Ron watched as Harry turned around with a full bottle high-grade alcohol. Slowly, a grin formed on Ron's face.

~.~

"What am I to do with you two?" Hermione commented, facepalming, and wishing that they would act normal.

"What? Alcohol is the perfect way to start a hunt!" Harry said.

"Why, Morgana, why?" Hermione whined, she was in her own little world.

Ron shared a look with Harry before looking to Hermione. "Are you okay 'Mione?"

"Am I okay? Am I okay?" Hermione yelled in a slightly hysterical voice. "You started with alcohol which inhibits your mind and body, then you go after a crazy man, then you 'accidentally' kill him. I should be asking if you're both okay? You're clearly crazy!"

"That's not nice Hermione, you asked us what happened, and we're just giving you the facts," Harry said disappointedly.

Hermione groaned and flopped back onto her couch. "Just…just continue…"

~.~

The light from the chest was just Harry shining a light in their faces.

"Seriously Harry? Why?" Ron asked.

"Because this will solve our problems," Harry nodded, believing every word he spewed.

"We're so going to get fired," Ron whined.

"Let's get him out of the bag and put him in here," Harry said. "Give me the bag Ron."

Ron looked a little disgusted and gave Harry the small bag he had. Harry grinned at him, then opened the bag over the trunk. A river of blood, more like a trickle but it seemed like a river, discharged from the bag, then a body fell out, right into the perfectly prepared trunk.

Harry grinned at Ron and said, "Done!"

"Questionwhy did we sneak into this dilapidated building to put the guy you killed, into a trunk that was suspiciously in the middle of the room?" Ron asked and he did not know if he wished to get an answer.

"Well, if you must know Ron," Harry started with a slightly snooty voice to mock him, "it was convenient."

Ron stared dumbfounded at Harry, who just kept grinning madly. After a few moments, both burst out laughing at the sheer craziness of their life. It took a while for them to calm down, with a slight pain in their stomachs from their gut-wrenching laughs.

Ron wiped his eyes as he teared from laughing so hard. "You know Harry, we get into some crazy shit."

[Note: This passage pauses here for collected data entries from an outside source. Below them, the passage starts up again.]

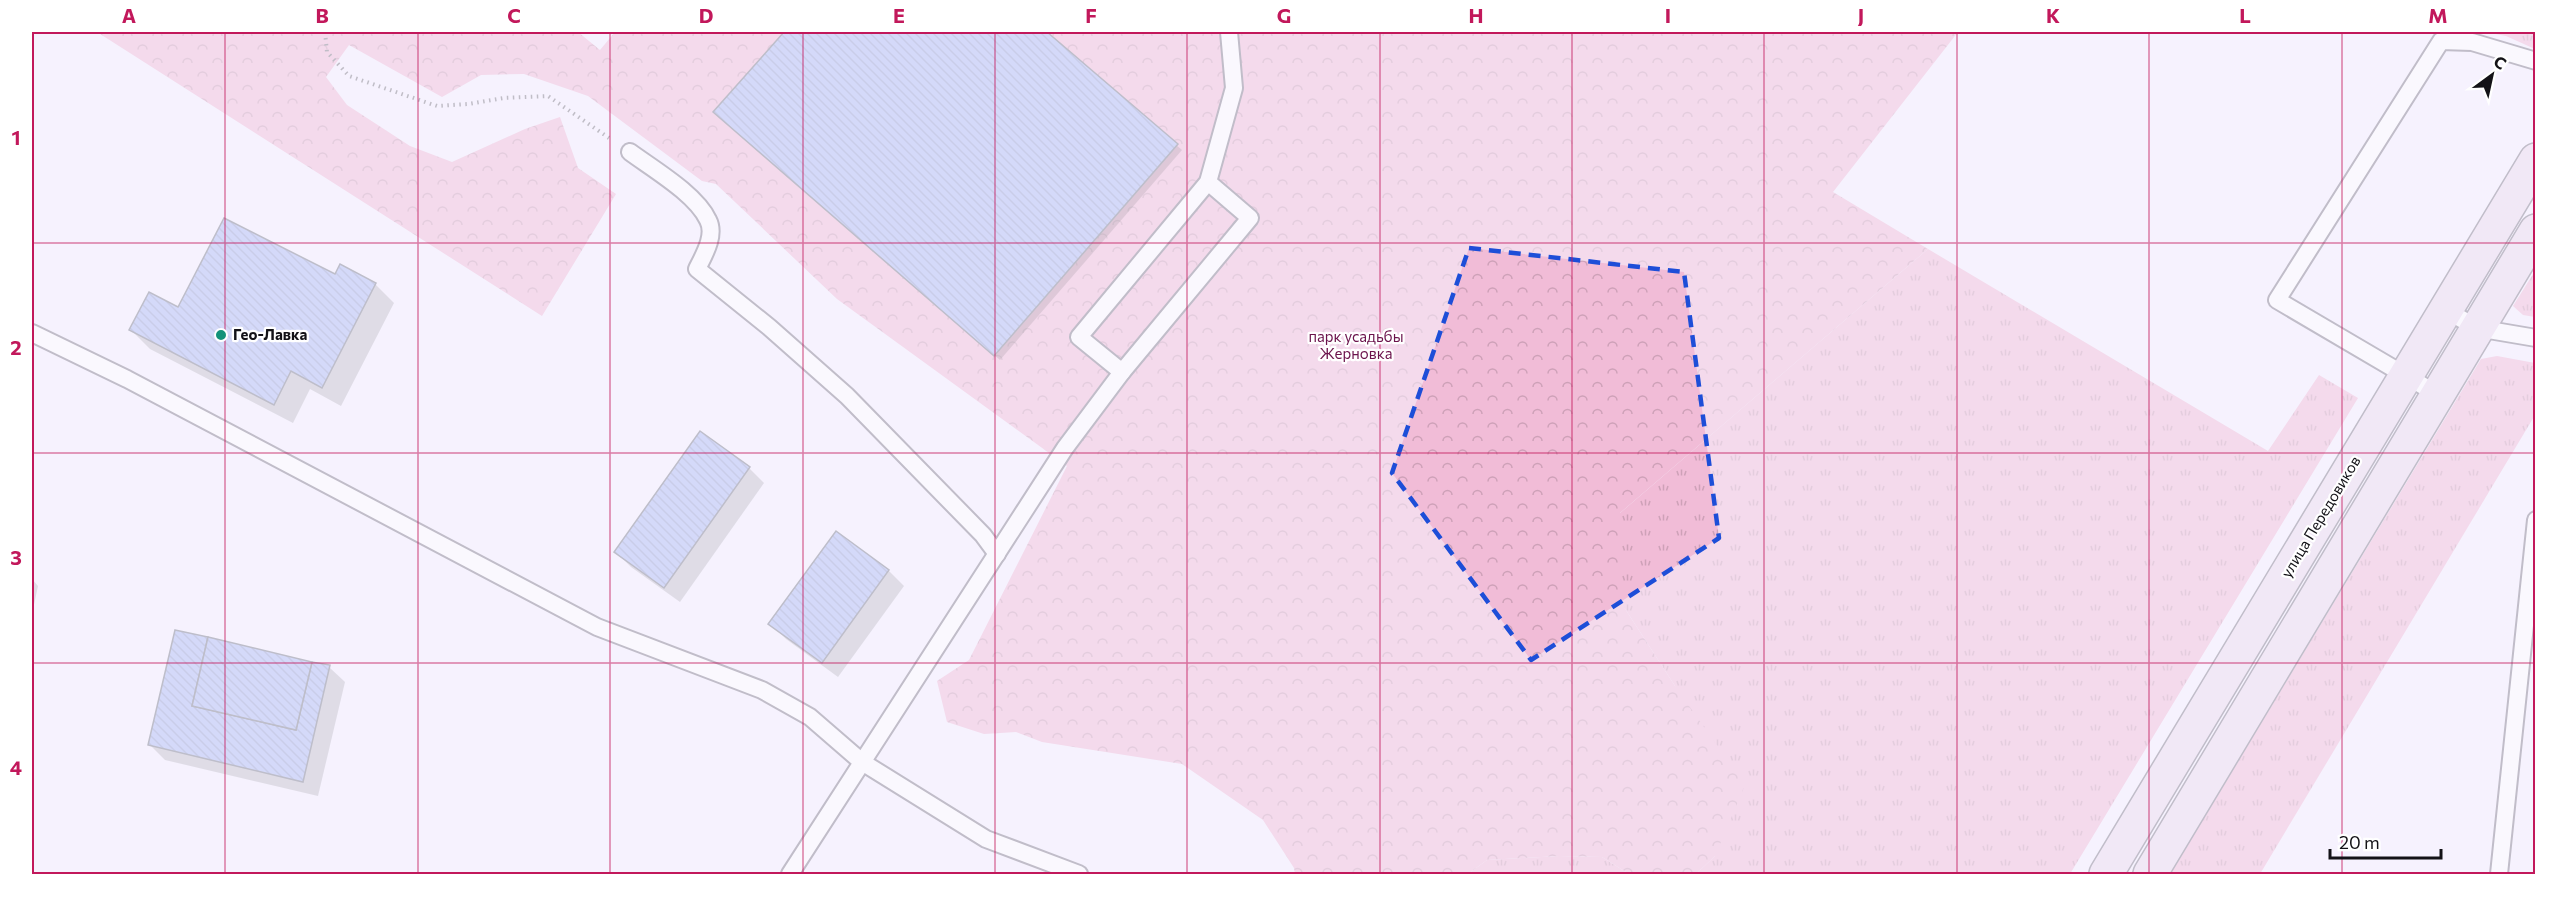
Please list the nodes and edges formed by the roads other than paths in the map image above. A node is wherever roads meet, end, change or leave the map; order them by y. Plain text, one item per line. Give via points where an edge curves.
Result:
1 (1229, 32) edge
2 (2535, 61) edge
3 (630, 152) road end
4 (2535, 160) edge
5 (1208, 182) junction
6 (2535, 231) edge
7 (2446, 310) junction
8 (2477, 328) junction
9 (32, 333) edge
10 (2535, 338) edge
11 (1122, 372) junction
12 (2406, 376) junction
13 (2437, 394) junction
14 (2535, 520) edge
15 (997, 554) junction
16 (862, 762) junction
17 (790, 874) edge
18 (1079, 874) edge
19 (2106, 874) edge
20 (2150, 874) edge
21 (2499, 874) edge

1 - 5 lane via 1234,88
2 - 12 lane via 2472,42 2441,40 2277,300
3 - 15 lane via 690,198 709,221 709,244 697,269 847,396
4 - 7 main road, улица Передовиков
5 - 11 lane via 1250,218
5 - 11 lane via 1079,337
6 - 8 main road
7 - 8 lane
7 - 12 main road, улица Передовиков
8 - 10 lane
8 - 13 main road
9 - 16 lane via 127,379 597,627 762,690 810,717
11 - 15 lane via 1065,448
12 - 13 lane
12 - 19 main road, улица Передовиков
13 - 20 main road
14 - 21 lane
15 - 16 lane
16 - 17 lane
16 - 18 lane via 986,839

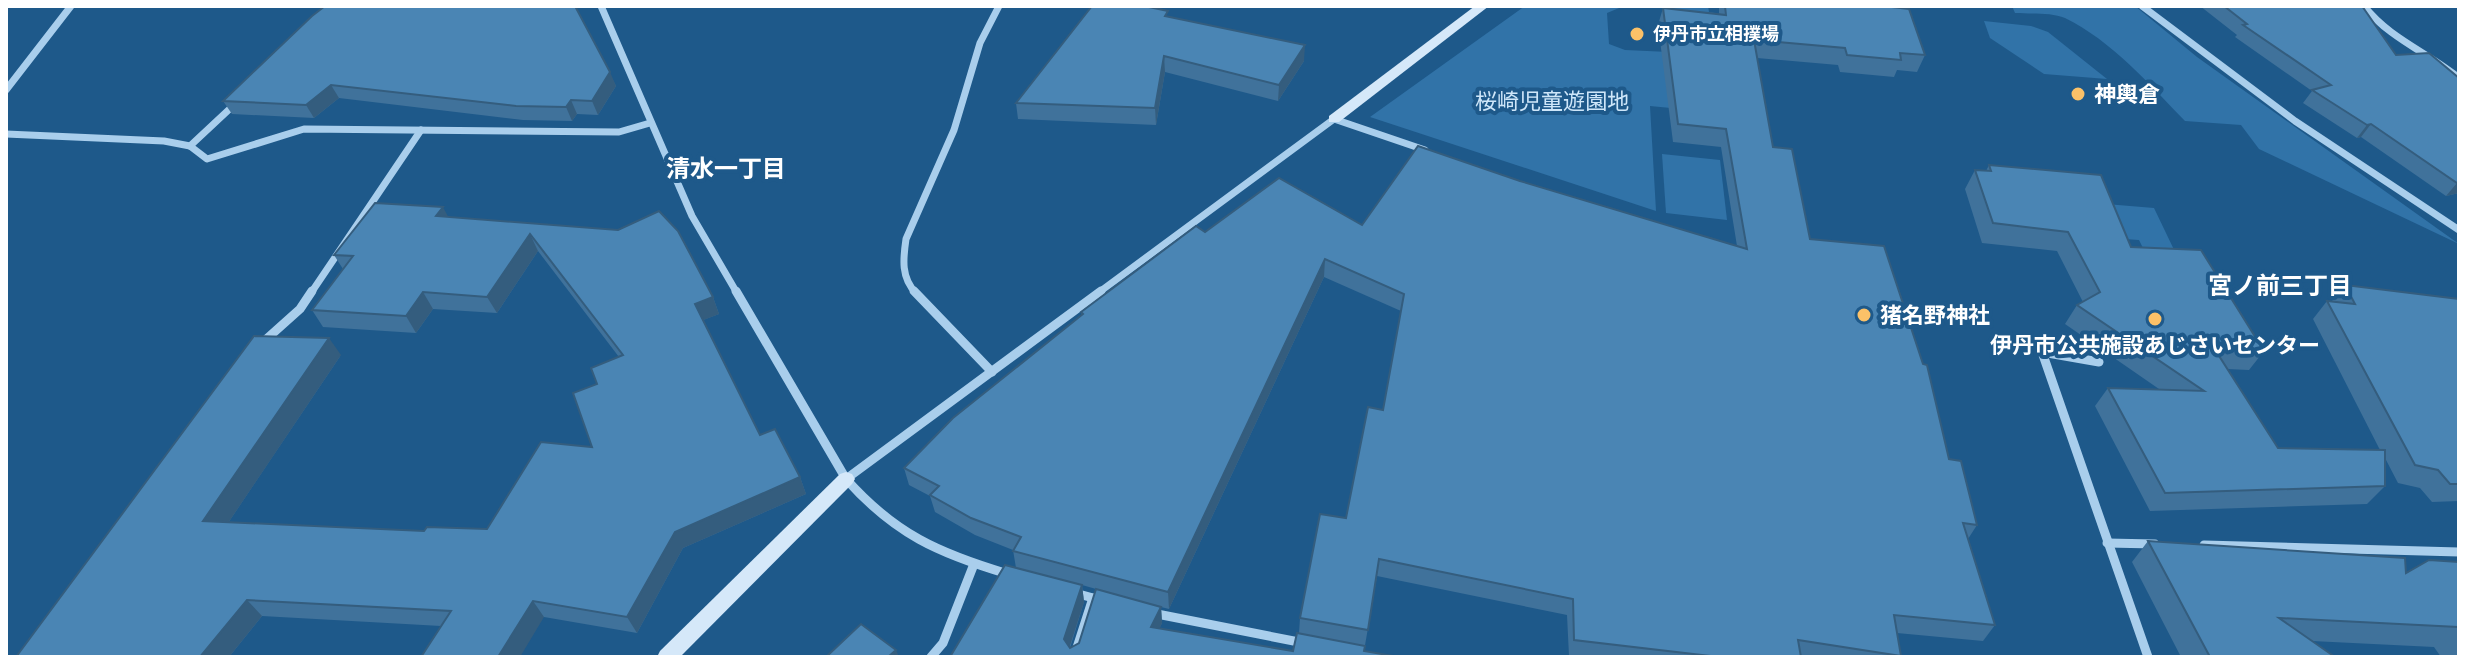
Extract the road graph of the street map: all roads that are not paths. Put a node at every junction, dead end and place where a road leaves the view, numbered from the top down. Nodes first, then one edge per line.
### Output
1 (71, 6) edge
2 (601, 6) edge
3 (999, 6) edge
4 (1483, 6) edge
5 (2142, 6) edge
6 (2364, 6) edge
7 (2459, 78) edge
8 (6, 90) edge
9 (246, 93) edge
10 (1334, 119) junction
11 (650, 123) junction
12 (421, 130) junction
13 (6, 134) edge
14 (190, 146) junction
15 (1432, 152) edge
16 (2459, 230) edge
17 (255, 350) edge
18 (2099, 362) dead end
19 (992, 372) junction
20 (846, 479) junction
21 (2107, 543) junction
22 (2170, 544) edge
23 (2186, 545) edge
24 (2459, 552) edge
25 (974, 564) junction
26 (1020, 577) edge
27 (1064, 590) edge
28 (1093, 598) junction
29 (1121, 605) edge
30 (1135, 608) edge
31 (1322, 647) edge
32 (667, 657) edge
33 (931, 657) edge
34 (1074, 657) edge
35 (2148, 657) edge

1 - 8 street
2 - 11 street
3 - 19 street
4 - 10 street
5 - 16 street
6 - 7 street
9 - 14 street
10 - 15 street
10 - 19 street
11 - 12 street
11 - 20 street
12 - 14 street
12 - 17 street
13 - 14 street
18 - 21 street
19 - 20 street
20 - 25 street
20 - 32 street
21 - 22 street
21 - 35 street
23 - 24 street
25 - 26 street
25 - 33 street
27 - 28 street
28 - 29 street
28 - 34 street
30 - 31 street

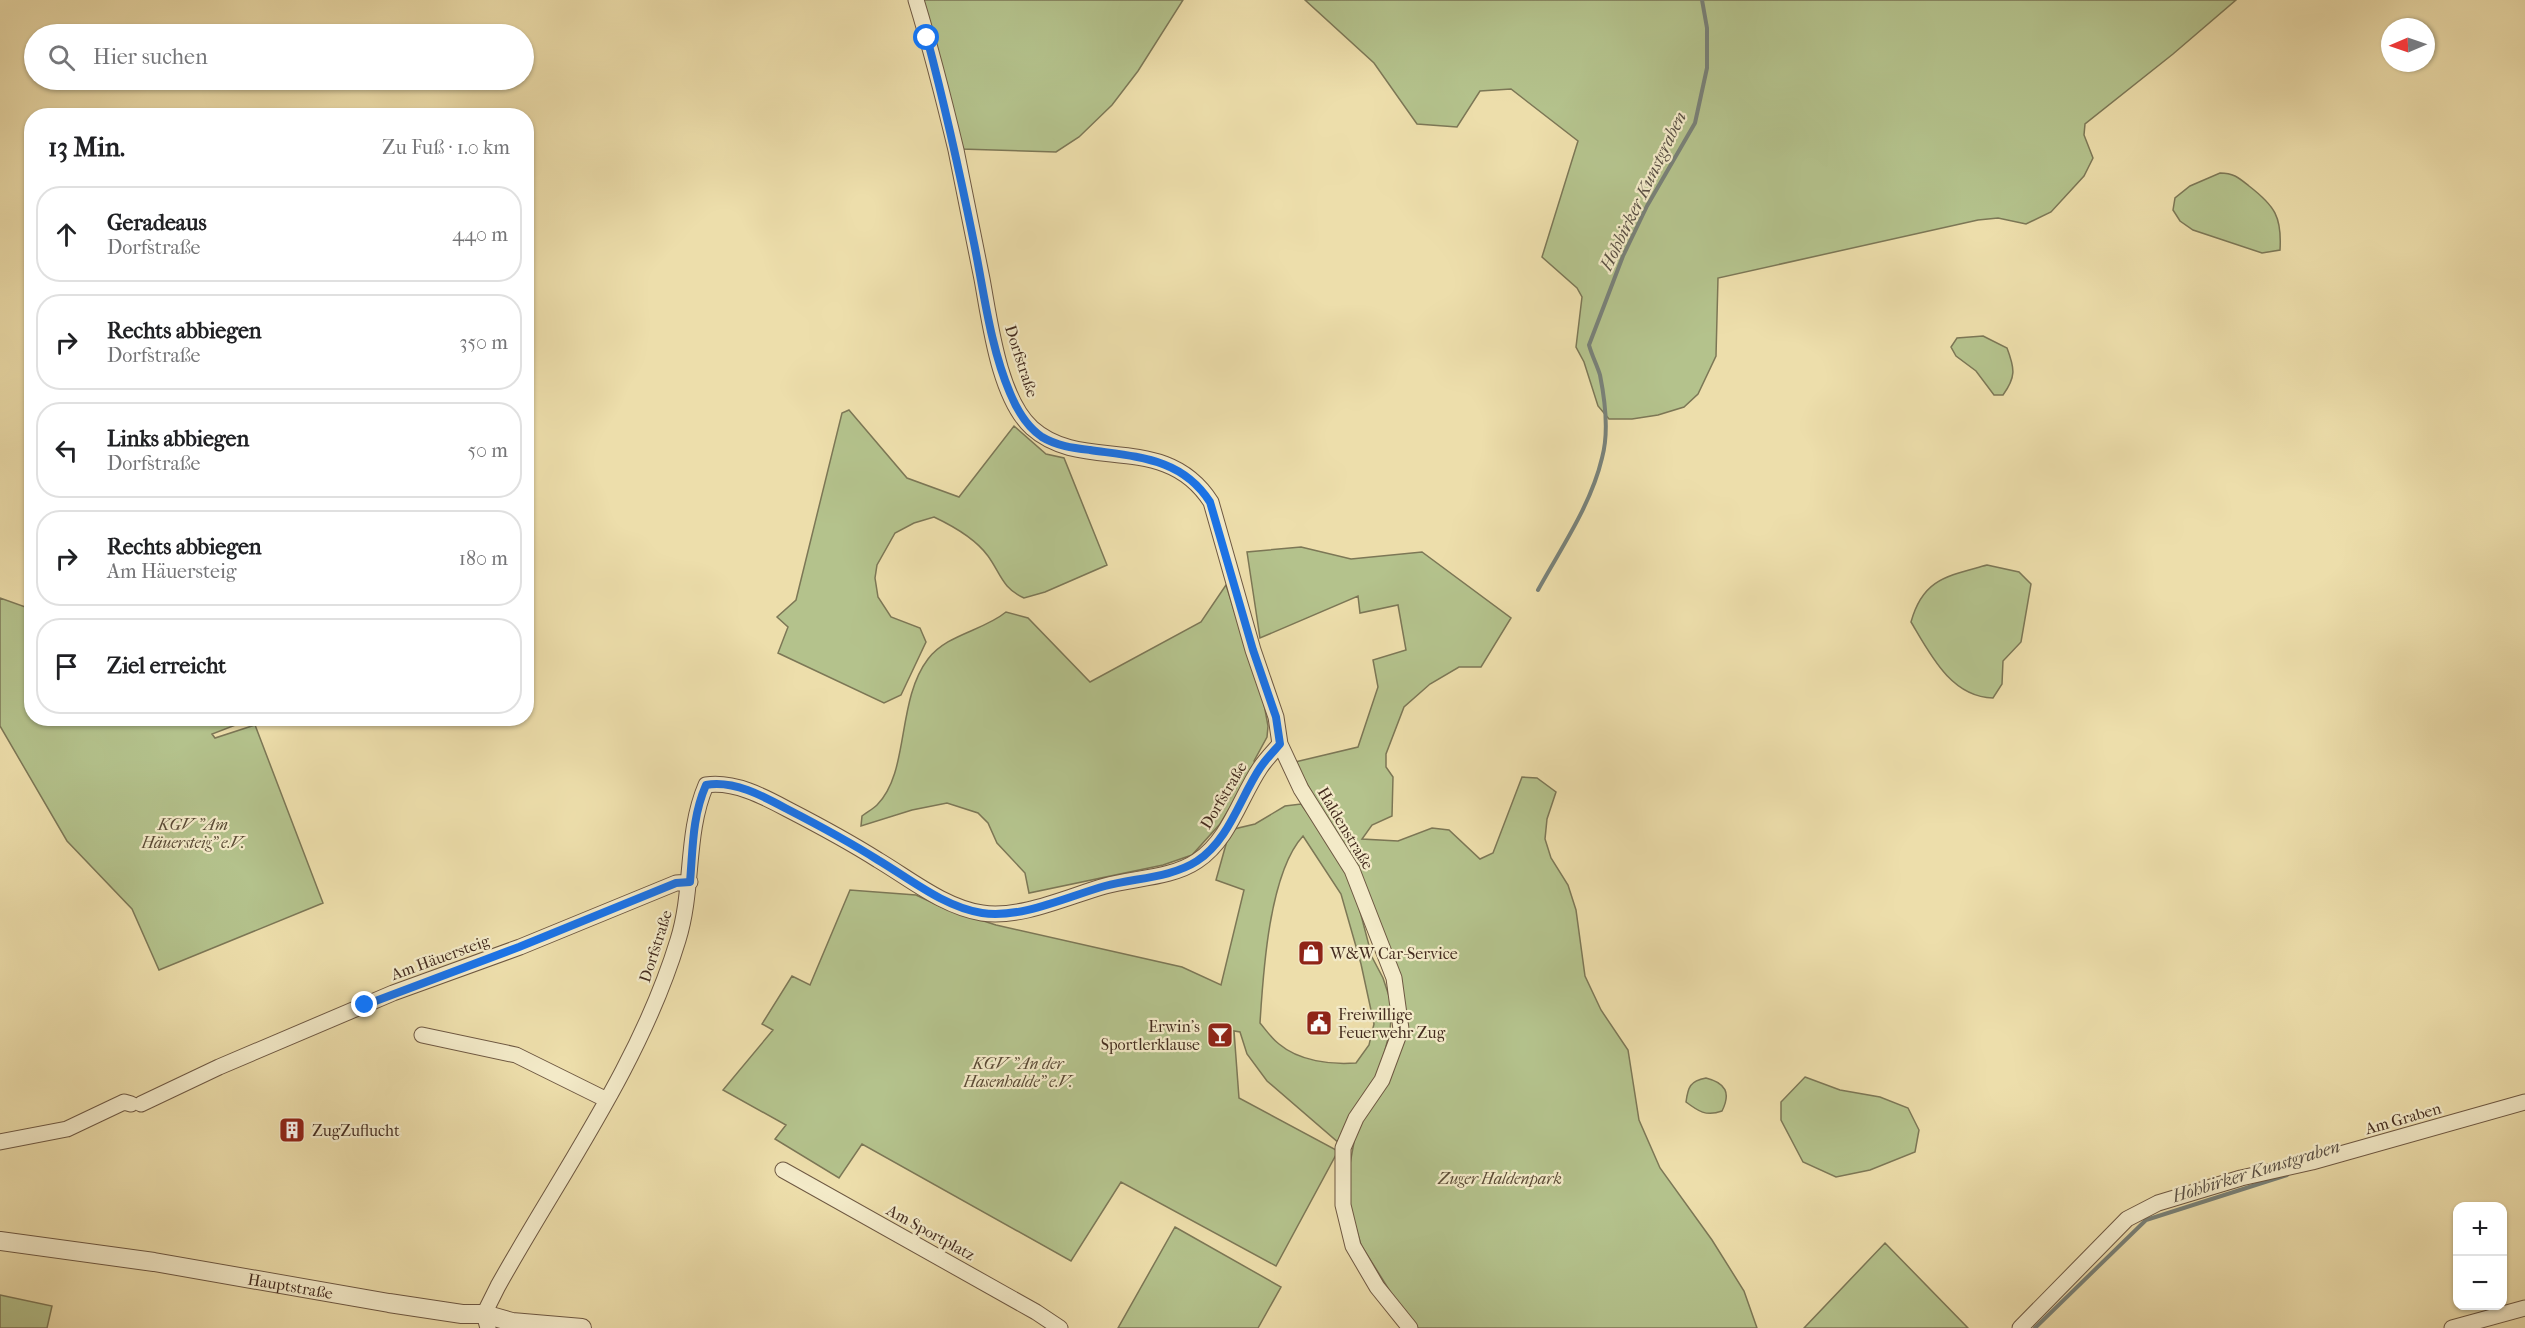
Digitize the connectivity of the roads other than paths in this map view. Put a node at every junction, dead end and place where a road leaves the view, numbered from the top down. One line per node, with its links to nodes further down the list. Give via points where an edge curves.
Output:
1 (916, 0): 2 (street, Dorfstraße, via 956,149 997,352 1010,394 1020,414 1043,437 1066,446 1161,462 1204,492 1276,717)
2 (1280, 744): 3 (street, Dorfstraße, via 1261,767 1227,828 1197,861 1178,870 1108,885 1019,912 982,913 950,903 767,798 723,784 706,785 698,803); 15 (street, Haldenstraße, via 1301,789 1352,870 1394,978 1401,1029 1382,1080 1342,1148 1342,1205 1353,1246 1377,1287)
3 (690, 882): 5 (street, Dorfstraße, via 679,939 660,990); 7 (street, Am Häuersteig, via 676,883 393,993 136,1104 124,1102 67,1129)
4 (422, 1035): 5 (street, via 516,1055)
5 (607, 1100): 11 (street, Dorfstraße, via 511,1262)
6 (2525, 1102): 16 (street, Am Graben, via 2158,1203 2127,1219)
7 (0, 1142)
8 (783, 1170): 14 (street, Am Sportplatz)
9 (0, 1241): 11 (street, Hauptstraße, via 154,1262)
10 (2525, 1308): 12 (street)
11 (486, 1321): 13 (street, Hauptstraße)
12 (2482, 1324): 17 (street)
13 (582, 1328)
14 (1060, 1328)
15 (1410, 1328)
16 (2020, 1328)
17 (2452, 1328)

"I know! Cheers to having fun!" Harry laughed and brought out his alcohol bottle that was already half-empty. "Let's celebrate!"

"Cheers mate!" Ron smiled goofily, holding two glasses out for Harry to pour the alcohol into.

The two clinked their glasses together in celebration that the two themselves only knew what for.

~.~

"I-I don't know what to say," Hermione stared at them wide-eyed and in disturbed fascination.

"You don't have to say anything." Ron said, "now could you please get us those hangover potions you promised?"

Hermione whimpered in defeat, then pointed to her potions cabinet. Ron and Harry scrambled from their seats and all but ran to where she pointed. Quick as they could, they got what they needed and downed their vials.

"Ahhh…that hit the spot!" Harry sighed.

"No more headache! Yes!" Ron cheered enthusiastically. "You know what this calls for?"

Harry started his own cheering, "More alcohol!"

While both men were cheering in happiness, Hermione just wished she hadn't got out of bed. Their story was so crazy, she should never have asked. Now her day was ruined.

"I need some alcohol…" Hermione muttered, then a glass of amber colored liquid was presented to her face.

Not even protesting, Hermione grabbed the drink. She ignored the cheering from next to her as she sipped the hard liquor.